**WORK INSTRUCTIONS**: Return all of the entries, keeping every word and mark as it is.

──────── GIVEN INFORMATION

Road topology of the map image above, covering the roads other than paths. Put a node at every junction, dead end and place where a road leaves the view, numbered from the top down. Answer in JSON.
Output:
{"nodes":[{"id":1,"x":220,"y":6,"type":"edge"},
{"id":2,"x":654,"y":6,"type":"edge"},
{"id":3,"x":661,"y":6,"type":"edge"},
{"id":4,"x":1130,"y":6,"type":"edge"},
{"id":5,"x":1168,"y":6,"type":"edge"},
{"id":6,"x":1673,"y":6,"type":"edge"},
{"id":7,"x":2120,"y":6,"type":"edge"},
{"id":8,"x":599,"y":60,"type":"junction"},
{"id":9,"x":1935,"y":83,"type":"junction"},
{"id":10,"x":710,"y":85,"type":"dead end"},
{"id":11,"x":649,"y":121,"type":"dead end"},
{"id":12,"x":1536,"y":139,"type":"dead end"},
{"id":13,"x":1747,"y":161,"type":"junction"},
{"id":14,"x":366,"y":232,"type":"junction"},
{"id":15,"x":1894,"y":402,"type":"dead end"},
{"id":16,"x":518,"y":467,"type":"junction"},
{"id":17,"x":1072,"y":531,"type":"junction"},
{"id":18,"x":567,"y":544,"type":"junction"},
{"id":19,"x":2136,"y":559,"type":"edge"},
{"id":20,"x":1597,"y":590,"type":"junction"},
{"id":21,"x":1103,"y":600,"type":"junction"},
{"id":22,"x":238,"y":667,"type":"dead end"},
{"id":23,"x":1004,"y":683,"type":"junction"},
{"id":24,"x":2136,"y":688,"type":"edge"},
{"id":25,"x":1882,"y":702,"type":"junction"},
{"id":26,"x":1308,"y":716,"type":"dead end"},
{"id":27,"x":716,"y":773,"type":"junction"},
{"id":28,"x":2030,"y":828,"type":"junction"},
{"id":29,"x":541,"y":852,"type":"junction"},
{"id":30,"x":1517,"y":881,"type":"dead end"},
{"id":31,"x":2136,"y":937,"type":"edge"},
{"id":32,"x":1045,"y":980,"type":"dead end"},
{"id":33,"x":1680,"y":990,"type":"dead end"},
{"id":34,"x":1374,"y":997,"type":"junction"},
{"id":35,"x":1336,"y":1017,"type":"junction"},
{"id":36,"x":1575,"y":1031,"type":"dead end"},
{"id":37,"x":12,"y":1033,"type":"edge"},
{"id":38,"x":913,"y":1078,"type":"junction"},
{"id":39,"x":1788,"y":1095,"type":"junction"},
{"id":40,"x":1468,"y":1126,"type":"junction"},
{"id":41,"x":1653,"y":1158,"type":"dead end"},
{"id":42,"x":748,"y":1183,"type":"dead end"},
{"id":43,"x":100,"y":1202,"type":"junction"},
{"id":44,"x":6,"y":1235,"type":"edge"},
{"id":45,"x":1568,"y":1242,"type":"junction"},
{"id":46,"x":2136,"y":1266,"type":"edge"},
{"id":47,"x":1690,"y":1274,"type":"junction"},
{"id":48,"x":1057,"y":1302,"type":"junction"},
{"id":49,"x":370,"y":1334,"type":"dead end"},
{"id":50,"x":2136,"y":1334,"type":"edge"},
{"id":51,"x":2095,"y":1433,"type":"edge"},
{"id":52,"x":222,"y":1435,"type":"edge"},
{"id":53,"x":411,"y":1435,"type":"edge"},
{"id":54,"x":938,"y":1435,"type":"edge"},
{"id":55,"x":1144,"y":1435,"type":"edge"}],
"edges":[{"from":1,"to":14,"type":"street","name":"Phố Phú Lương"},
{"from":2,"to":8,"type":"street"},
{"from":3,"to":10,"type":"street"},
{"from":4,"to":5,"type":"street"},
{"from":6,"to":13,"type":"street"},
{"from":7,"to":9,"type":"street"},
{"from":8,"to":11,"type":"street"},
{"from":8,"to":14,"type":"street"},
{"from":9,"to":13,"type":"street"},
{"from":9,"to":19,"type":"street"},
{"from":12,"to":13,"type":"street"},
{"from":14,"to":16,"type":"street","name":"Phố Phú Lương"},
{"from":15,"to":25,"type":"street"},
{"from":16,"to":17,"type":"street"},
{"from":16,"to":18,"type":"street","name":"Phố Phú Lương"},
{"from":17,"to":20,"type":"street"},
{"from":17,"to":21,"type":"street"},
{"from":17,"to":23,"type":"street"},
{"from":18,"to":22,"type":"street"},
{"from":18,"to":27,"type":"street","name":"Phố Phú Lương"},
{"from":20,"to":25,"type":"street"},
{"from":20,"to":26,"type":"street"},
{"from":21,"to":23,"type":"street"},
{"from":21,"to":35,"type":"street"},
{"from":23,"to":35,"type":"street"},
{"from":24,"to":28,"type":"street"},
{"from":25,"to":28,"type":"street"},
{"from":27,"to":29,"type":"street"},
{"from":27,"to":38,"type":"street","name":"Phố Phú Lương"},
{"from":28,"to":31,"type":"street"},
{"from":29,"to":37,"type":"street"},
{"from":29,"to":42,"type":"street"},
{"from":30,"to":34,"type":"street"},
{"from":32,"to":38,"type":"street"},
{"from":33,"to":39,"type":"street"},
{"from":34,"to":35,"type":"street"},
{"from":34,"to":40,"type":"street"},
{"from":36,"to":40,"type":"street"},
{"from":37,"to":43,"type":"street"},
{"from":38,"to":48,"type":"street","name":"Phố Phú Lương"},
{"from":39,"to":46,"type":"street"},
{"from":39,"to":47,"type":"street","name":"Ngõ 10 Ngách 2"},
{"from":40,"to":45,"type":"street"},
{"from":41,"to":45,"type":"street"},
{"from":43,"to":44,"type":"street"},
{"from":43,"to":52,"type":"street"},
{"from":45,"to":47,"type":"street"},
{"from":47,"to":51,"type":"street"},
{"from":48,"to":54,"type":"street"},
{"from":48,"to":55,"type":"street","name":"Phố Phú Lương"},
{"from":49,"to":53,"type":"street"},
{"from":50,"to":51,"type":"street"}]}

────────────────

**WRITTEN RESPONSE**:
Road topology of the map image above, covering the roads other than paths. Put a node at every junction, dead end and place where a road leaves the view, numbered from the top down. Answer in JSON.
Output:
{"nodes":[{"id":1,"x":220,"y":6,"type":"edge"},
{"id":2,"x":654,"y":6,"type":"edge"},
{"id":3,"x":661,"y":6,"type":"edge"},
{"id":4,"x":1130,"y":6,"type":"edge"},
{"id":5,"x":1168,"y":6,"type":"edge"},
{"id":6,"x":1673,"y":6,"type":"edge"},
{"id":7,"x":2120,"y":6,"type":"edge"},
{"id":8,"x":599,"y":60,"type":"junction"},
{"id":9,"x":1935,"y":83,"type":"junction"},
{"id":10,"x":710,"y":85,"type":"dead end"},
{"id":11,"x":649,"y":121,"type":"dead end"},
{"id":12,"x":1536,"y":139,"type":"dead end"},
{"id":13,"x":1747,"y":161,"type":"junction"},
{"id":14,"x":366,"y":232,"type":"junction"},
{"id":15,"x":1894,"y":402,"type":"dead end"},
{"id":16,"x":518,"y":467,"type":"junction"},
{"id":17,"x":1072,"y":531,"type":"junction"},
{"id":18,"x":567,"y":544,"type":"junction"},
{"id":19,"x":2136,"y":559,"type":"edge"},
{"id":20,"x":1597,"y":590,"type":"junction"},
{"id":21,"x":1103,"y":600,"type":"junction"},
{"id":22,"x":238,"y":667,"type":"dead end"},
{"id":23,"x":1004,"y":683,"type":"junction"},
{"id":24,"x":2136,"y":688,"type":"edge"},
{"id":25,"x":1882,"y":702,"type":"junction"},
{"id":26,"x":1308,"y":716,"type":"dead end"},
{"id":27,"x":716,"y":773,"type":"junction"},
{"id":28,"x":2030,"y":828,"type":"junction"},
{"id":29,"x":541,"y":852,"type":"junction"},
{"id":30,"x":1517,"y":881,"type":"dead end"},
{"id":31,"x":2136,"y":937,"type":"edge"},
{"id":32,"x":1045,"y":980,"type":"dead end"},
{"id":33,"x":1680,"y":990,"type":"dead end"},
{"id":34,"x":1374,"y":997,"type":"junction"},
{"id":35,"x":1336,"y":1017,"type":"junction"},
{"id":36,"x":1575,"y":1031,"type":"dead end"},
{"id":37,"x":12,"y":1033,"type":"edge"},
{"id":38,"x":913,"y":1078,"type":"junction"},
{"id":39,"x":1788,"y":1095,"type":"junction"},
{"id":40,"x":1468,"y":1126,"type":"junction"},
{"id":41,"x":1653,"y":1158,"type":"dead end"},
{"id":42,"x":748,"y":1183,"type":"dead end"},
{"id":43,"x":100,"y":1202,"type":"junction"},
{"id":44,"x":6,"y":1235,"type":"edge"},
{"id":45,"x":1568,"y":1242,"type":"junction"},
{"id":46,"x":2136,"y":1266,"type":"edge"},
{"id":47,"x":1690,"y":1274,"type":"junction"},
{"id":48,"x":1057,"y":1302,"type":"junction"},
{"id":49,"x":370,"y":1334,"type":"dead end"},
{"id":50,"x":2136,"y":1334,"type":"edge"},
{"id":51,"x":2095,"y":1433,"type":"edge"},
{"id":52,"x":222,"y":1435,"type":"edge"},
{"id":53,"x":411,"y":1435,"type":"edge"},
{"id":54,"x":938,"y":1435,"type":"edge"},
{"id":55,"x":1144,"y":1435,"type":"edge"}],
"edges":[{"from":1,"to":14,"type":"street","name":"Phố Phú Lương"},
{"from":2,"to":8,"type":"street"},
{"from":3,"to":10,"type":"street"},
{"from":4,"to":5,"type":"street"},
{"from":6,"to":13,"type":"street"},
{"from":7,"to":9,"type":"street"},
{"from":8,"to":11,"type":"street"},
{"from":8,"to":14,"type":"street"},
{"from":9,"to":13,"type":"street"},
{"from":9,"to":19,"type":"street"},
{"from":12,"to":13,"type":"street"},
{"from":14,"to":16,"type":"street","name":"Phố Phú Lương"},
{"from":15,"to":25,"type":"street"},
{"from":16,"to":17,"type":"street"},
{"from":16,"to":18,"type":"street","name":"Phố Phú Lương"},
{"from":17,"to":20,"type":"street"},
{"from":17,"to":21,"type":"street"},
{"from":17,"to":23,"type":"street"},
{"from":18,"to":22,"type":"street"},
{"from":18,"to":27,"type":"street","name":"Phố Phú Lương"},
{"from":20,"to":25,"type":"street"},
{"from":20,"to":26,"type":"street"},
{"from":21,"to":23,"type":"street"},
{"from":21,"to":35,"type":"street"},
{"from":23,"to":35,"type":"street"},
{"from":24,"to":28,"type":"street"},
{"from":25,"to":28,"type":"street"},
{"from":27,"to":29,"type":"street"},
{"from":27,"to":38,"type":"street","name":"Phố Phú Lương"},
{"from":28,"to":31,"type":"street"},
{"from":29,"to":37,"type":"street"},
{"from":29,"to":42,"type":"street"},
{"from":30,"to":34,"type":"street"},
{"from":32,"to":38,"type":"street"},
{"from":33,"to":39,"type":"street"},
{"from":34,"to":35,"type":"street"},
{"from":34,"to":40,"type":"street"},
{"from":36,"to":40,"type":"street"},
{"from":37,"to":43,"type":"street"},
{"from":38,"to":48,"type":"street","name":"Phố Phú Lương"},
{"from":39,"to":46,"type":"street"},
{"from":39,"to":47,"type":"street","name":"Ngõ 10 Ngách 2"},
{"from":40,"to":45,"type":"street"},
{"from":41,"to":45,"type":"street"},
{"from":43,"to":44,"type":"street"},
{"from":43,"to":52,"type":"street"},
{"from":45,"to":47,"type":"street"},
{"from":47,"to":51,"type":"street"},
{"from":48,"to":54,"type":"street"},
{"from":48,"to":55,"type":"street","name":"Phố Phú Lương"},
{"from":49,"to":53,"type":"street"},
{"from":50,"to":51,"type":"street"}]}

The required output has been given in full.